Data records:
# # #

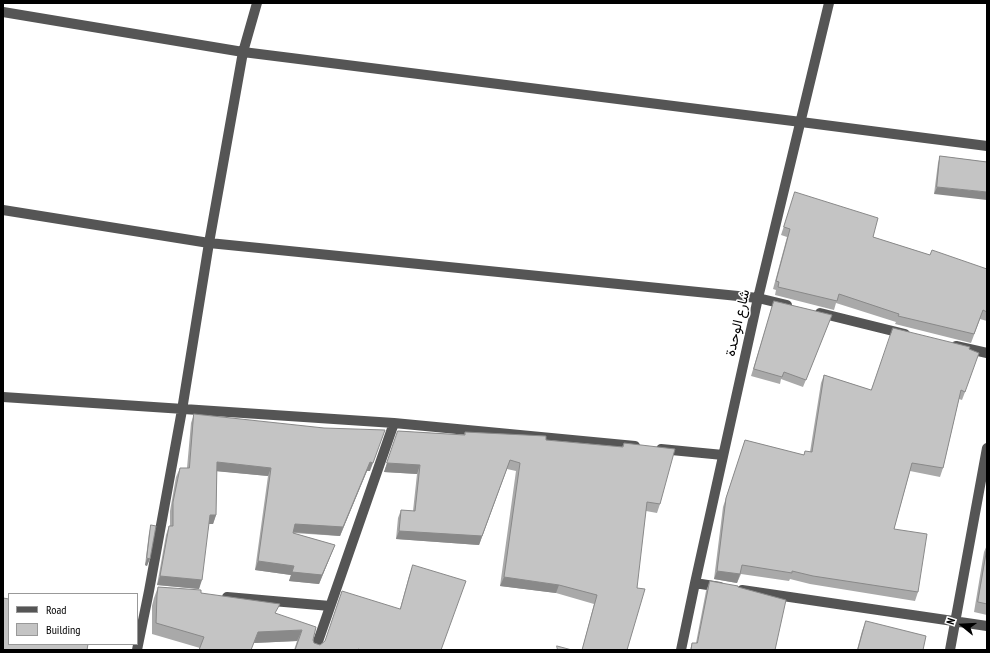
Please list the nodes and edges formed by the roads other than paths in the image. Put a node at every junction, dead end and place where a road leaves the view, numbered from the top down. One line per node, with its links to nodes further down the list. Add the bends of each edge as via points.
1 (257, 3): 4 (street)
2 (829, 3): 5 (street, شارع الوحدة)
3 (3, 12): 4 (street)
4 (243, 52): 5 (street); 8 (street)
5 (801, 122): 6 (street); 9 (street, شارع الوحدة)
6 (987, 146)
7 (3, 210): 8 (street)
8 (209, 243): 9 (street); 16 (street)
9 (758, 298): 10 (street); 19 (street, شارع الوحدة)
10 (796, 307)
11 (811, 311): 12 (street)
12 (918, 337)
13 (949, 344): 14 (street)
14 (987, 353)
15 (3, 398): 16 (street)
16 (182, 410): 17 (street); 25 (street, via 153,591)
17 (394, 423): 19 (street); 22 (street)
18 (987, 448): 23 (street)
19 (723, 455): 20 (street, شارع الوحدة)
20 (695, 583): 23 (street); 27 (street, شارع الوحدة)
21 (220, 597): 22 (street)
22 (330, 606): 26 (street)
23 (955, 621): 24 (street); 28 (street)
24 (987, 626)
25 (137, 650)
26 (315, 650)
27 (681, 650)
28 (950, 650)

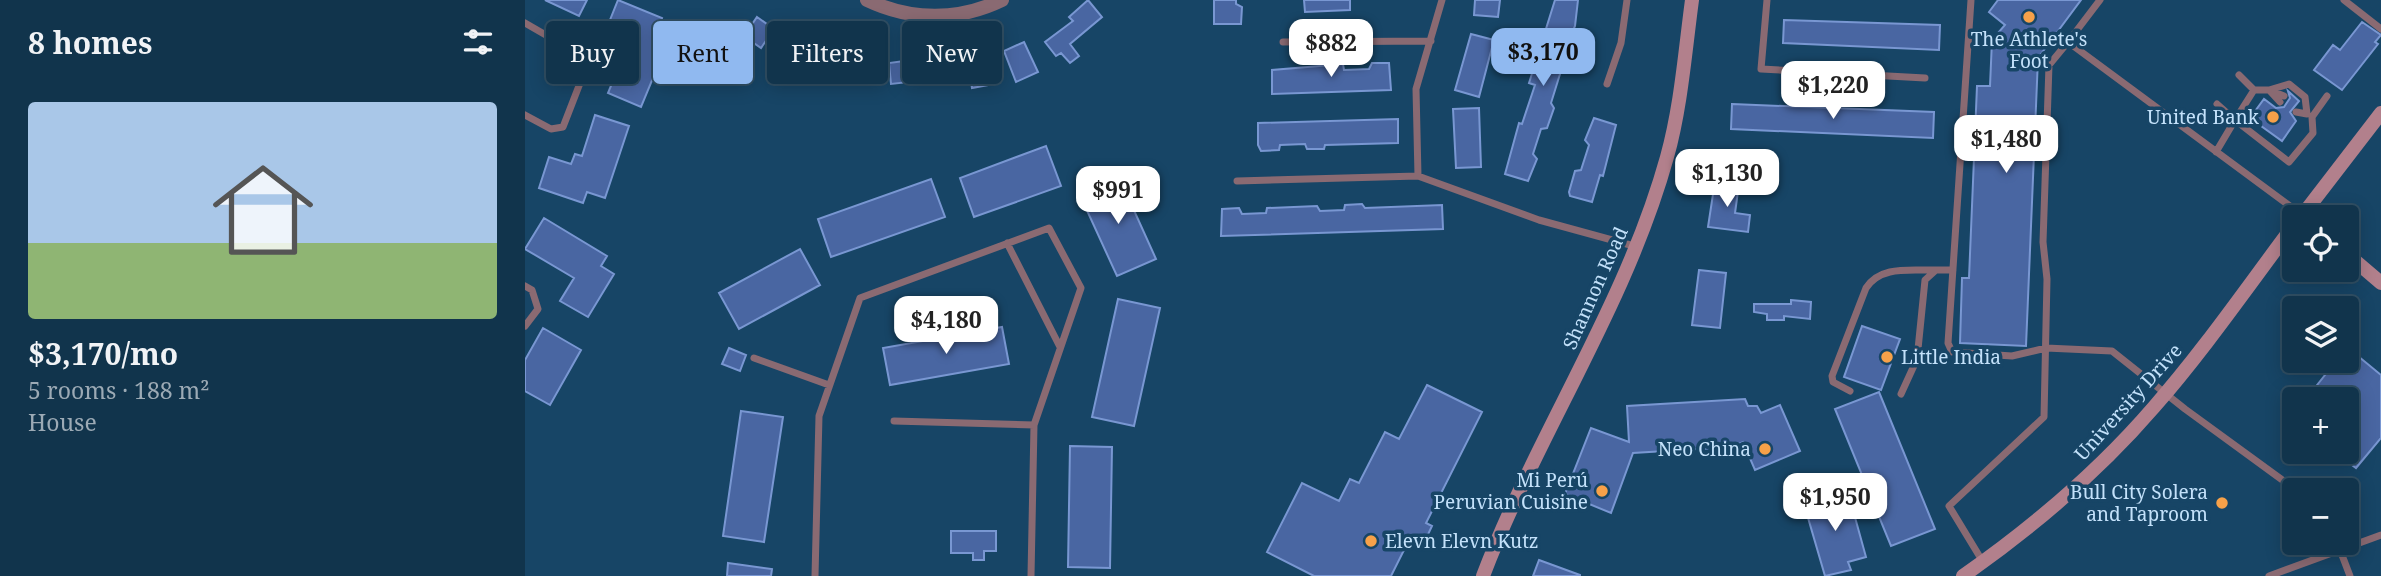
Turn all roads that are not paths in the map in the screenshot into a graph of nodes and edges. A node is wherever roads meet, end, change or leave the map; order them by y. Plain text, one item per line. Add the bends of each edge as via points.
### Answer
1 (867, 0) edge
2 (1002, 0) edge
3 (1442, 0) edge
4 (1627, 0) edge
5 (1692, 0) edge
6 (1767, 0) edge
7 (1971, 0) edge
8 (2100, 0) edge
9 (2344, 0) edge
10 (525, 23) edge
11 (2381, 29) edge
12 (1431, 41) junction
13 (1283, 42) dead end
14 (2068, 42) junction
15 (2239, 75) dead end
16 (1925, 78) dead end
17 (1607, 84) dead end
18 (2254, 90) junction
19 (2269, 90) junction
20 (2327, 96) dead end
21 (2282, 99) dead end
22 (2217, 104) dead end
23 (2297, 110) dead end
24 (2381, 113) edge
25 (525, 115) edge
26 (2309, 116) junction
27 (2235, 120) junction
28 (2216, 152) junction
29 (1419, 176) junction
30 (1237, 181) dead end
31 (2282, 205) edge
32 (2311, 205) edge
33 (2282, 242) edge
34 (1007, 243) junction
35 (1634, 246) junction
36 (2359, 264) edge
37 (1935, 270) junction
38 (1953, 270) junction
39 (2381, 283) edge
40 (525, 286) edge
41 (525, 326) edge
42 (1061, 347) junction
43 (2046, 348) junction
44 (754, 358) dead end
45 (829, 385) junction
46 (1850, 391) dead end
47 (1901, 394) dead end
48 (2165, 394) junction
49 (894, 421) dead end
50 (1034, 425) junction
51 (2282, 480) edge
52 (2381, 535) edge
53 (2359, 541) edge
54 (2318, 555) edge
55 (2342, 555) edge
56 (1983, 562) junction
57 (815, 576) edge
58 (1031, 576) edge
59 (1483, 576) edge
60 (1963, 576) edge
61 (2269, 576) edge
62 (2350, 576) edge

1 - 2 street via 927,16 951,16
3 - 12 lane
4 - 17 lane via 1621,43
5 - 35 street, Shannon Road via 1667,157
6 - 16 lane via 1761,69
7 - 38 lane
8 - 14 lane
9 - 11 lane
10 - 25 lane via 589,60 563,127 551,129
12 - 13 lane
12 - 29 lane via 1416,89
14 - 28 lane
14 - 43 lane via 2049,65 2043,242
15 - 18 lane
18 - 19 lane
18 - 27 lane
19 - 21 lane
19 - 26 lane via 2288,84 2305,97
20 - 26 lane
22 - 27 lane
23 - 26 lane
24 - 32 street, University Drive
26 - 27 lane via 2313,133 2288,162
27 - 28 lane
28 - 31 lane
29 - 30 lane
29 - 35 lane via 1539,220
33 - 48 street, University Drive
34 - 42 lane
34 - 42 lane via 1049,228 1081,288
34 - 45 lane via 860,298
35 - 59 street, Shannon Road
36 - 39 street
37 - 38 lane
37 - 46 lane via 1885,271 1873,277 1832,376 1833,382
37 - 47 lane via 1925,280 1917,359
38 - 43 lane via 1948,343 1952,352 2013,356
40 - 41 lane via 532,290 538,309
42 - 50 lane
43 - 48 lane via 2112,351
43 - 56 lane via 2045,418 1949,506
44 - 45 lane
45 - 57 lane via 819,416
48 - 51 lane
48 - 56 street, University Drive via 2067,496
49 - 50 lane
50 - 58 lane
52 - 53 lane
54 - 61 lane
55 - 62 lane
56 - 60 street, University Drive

# # #

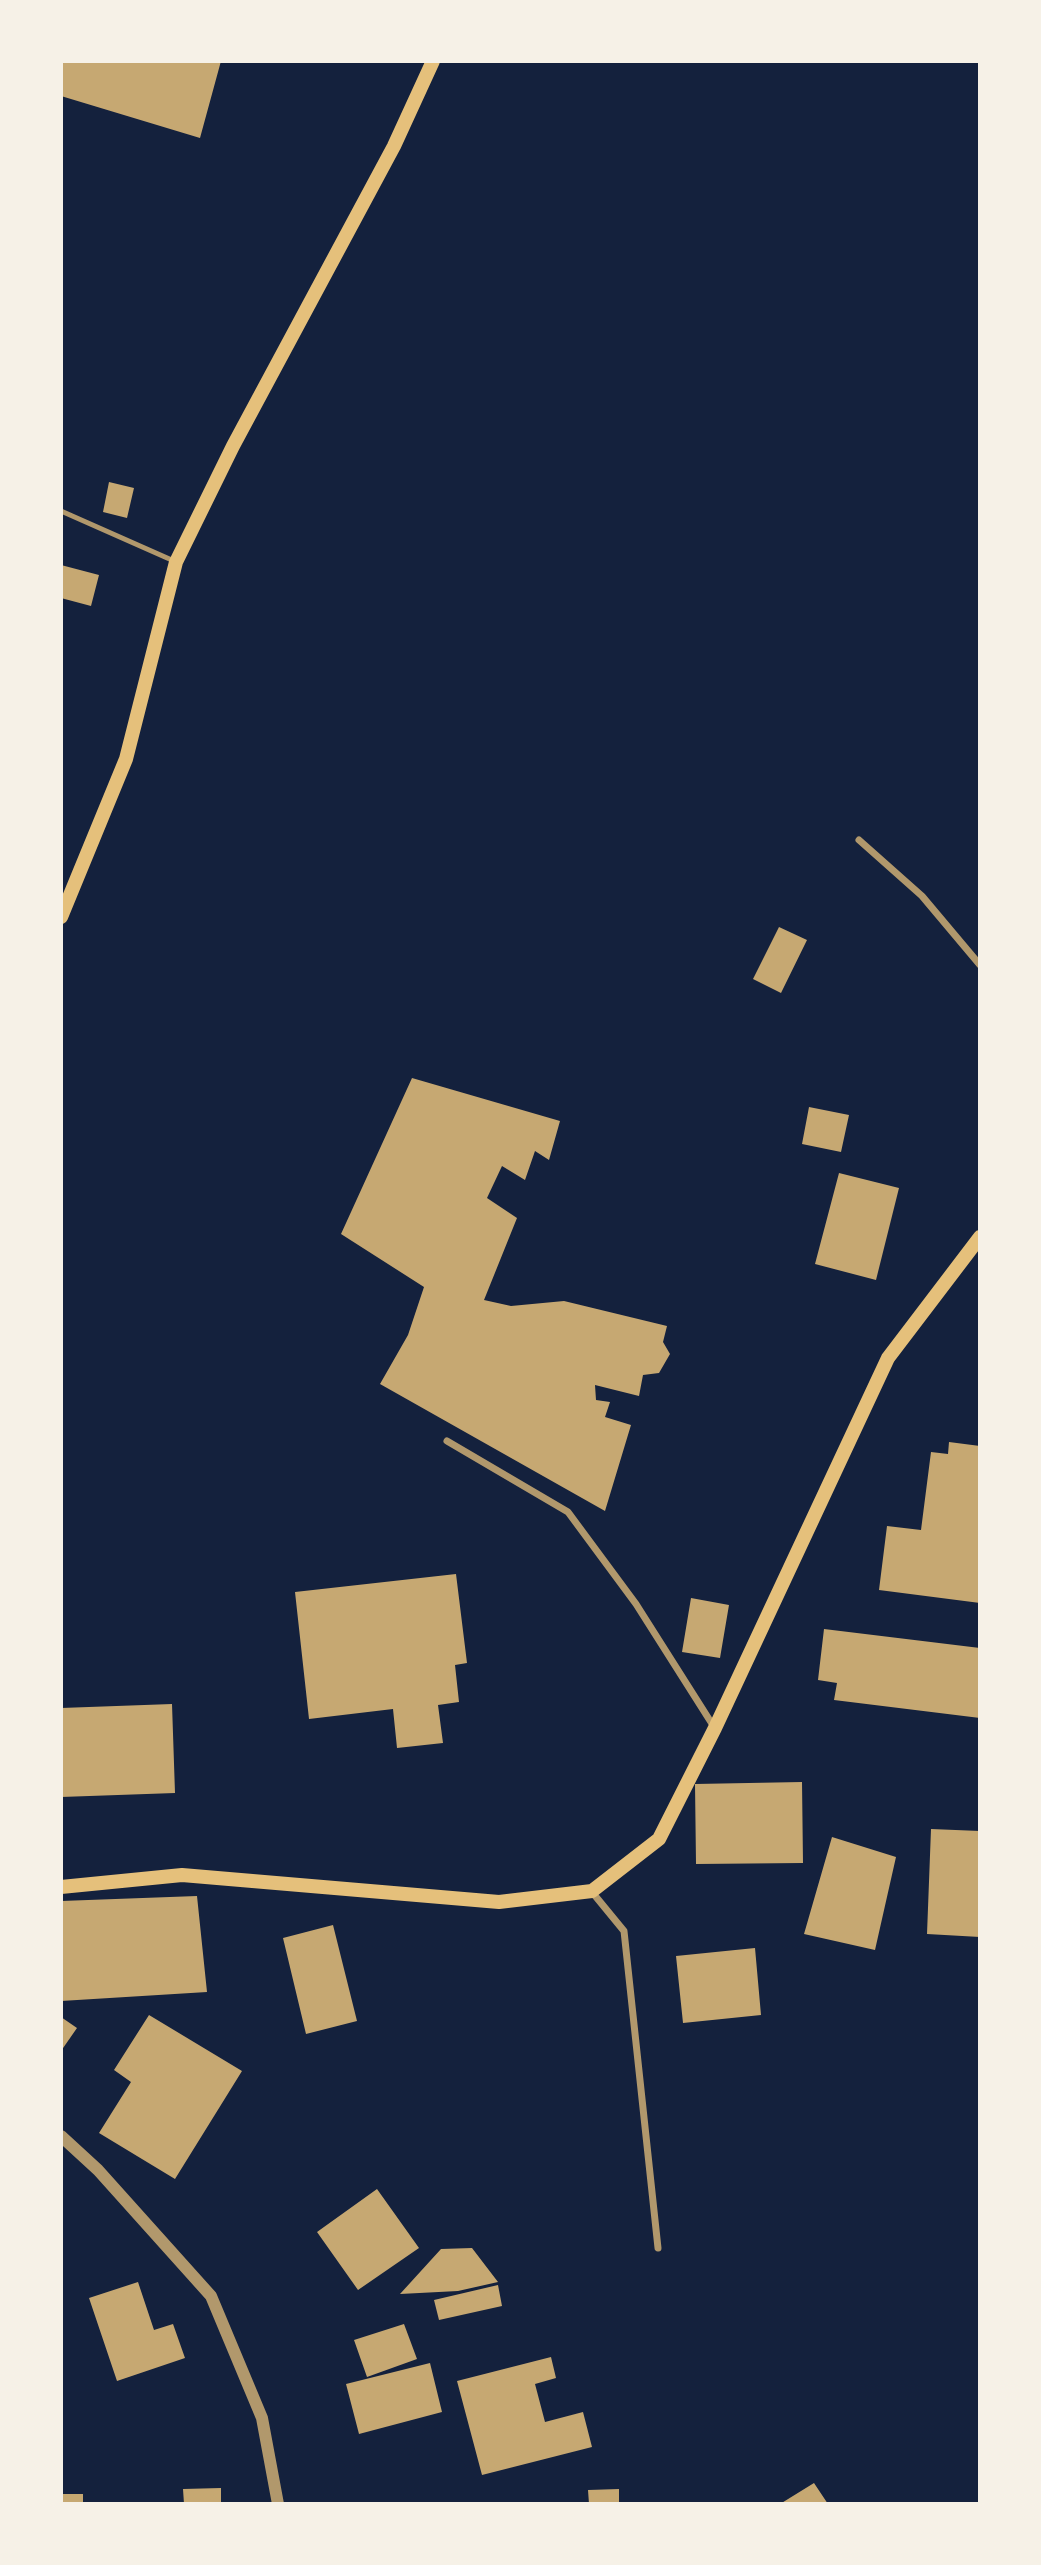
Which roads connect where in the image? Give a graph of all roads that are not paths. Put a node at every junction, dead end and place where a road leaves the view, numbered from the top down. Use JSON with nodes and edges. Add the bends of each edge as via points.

# # #

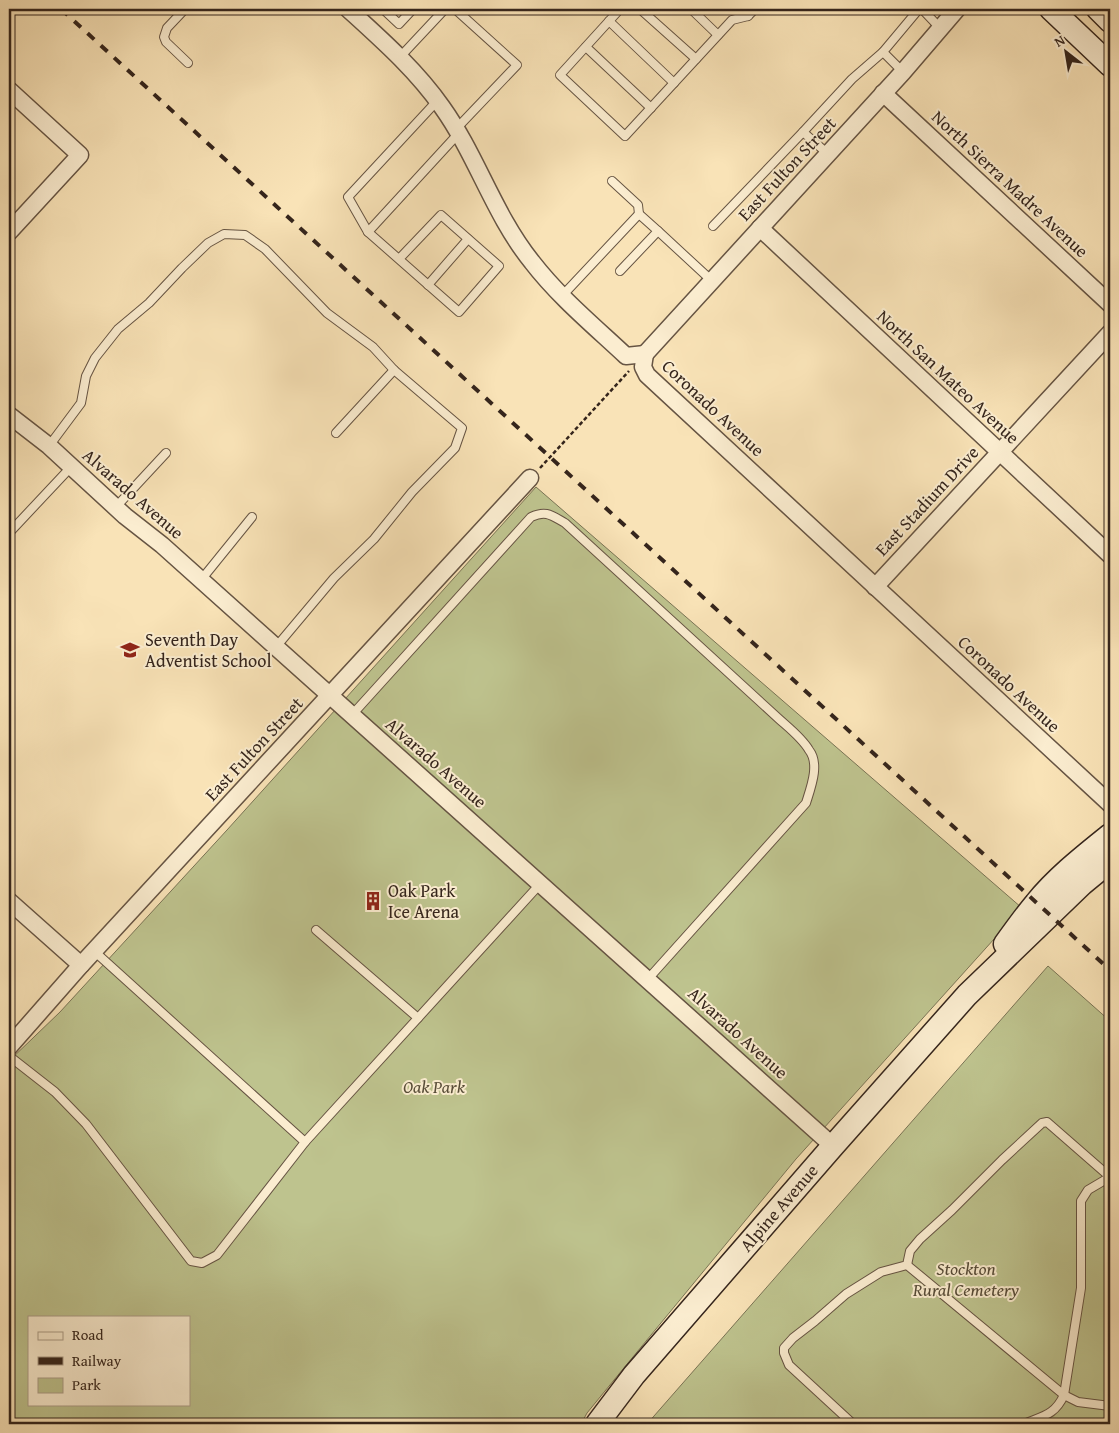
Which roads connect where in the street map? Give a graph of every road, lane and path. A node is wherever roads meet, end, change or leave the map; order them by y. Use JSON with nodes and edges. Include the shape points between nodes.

# # #

Activity: Display every line of the listing that contains the string "graph".

Expected answer:
Turn all roads that are not paths in the map in the screenshot into a graph of nodes and edges. A node is wherever roads meet, end, change or leave the map; order them by y. Plain text, one item per line. Add the bends of each edge as via points.
Which roads connect where in the image? Give a graph of all roads that are not paths. Put a node at every junction, dead end and place where a road leaves the view, numbered from the top down. Use JSON with nodes and edges. Add the bends of each edge as via points.
Which roads connect where in the street map? Give a graph of every road, lane and path. A node is wherever roads meet, end, change or leave the map; order them by y. Use JSON with nodes and edges. Include the shape points between nodes.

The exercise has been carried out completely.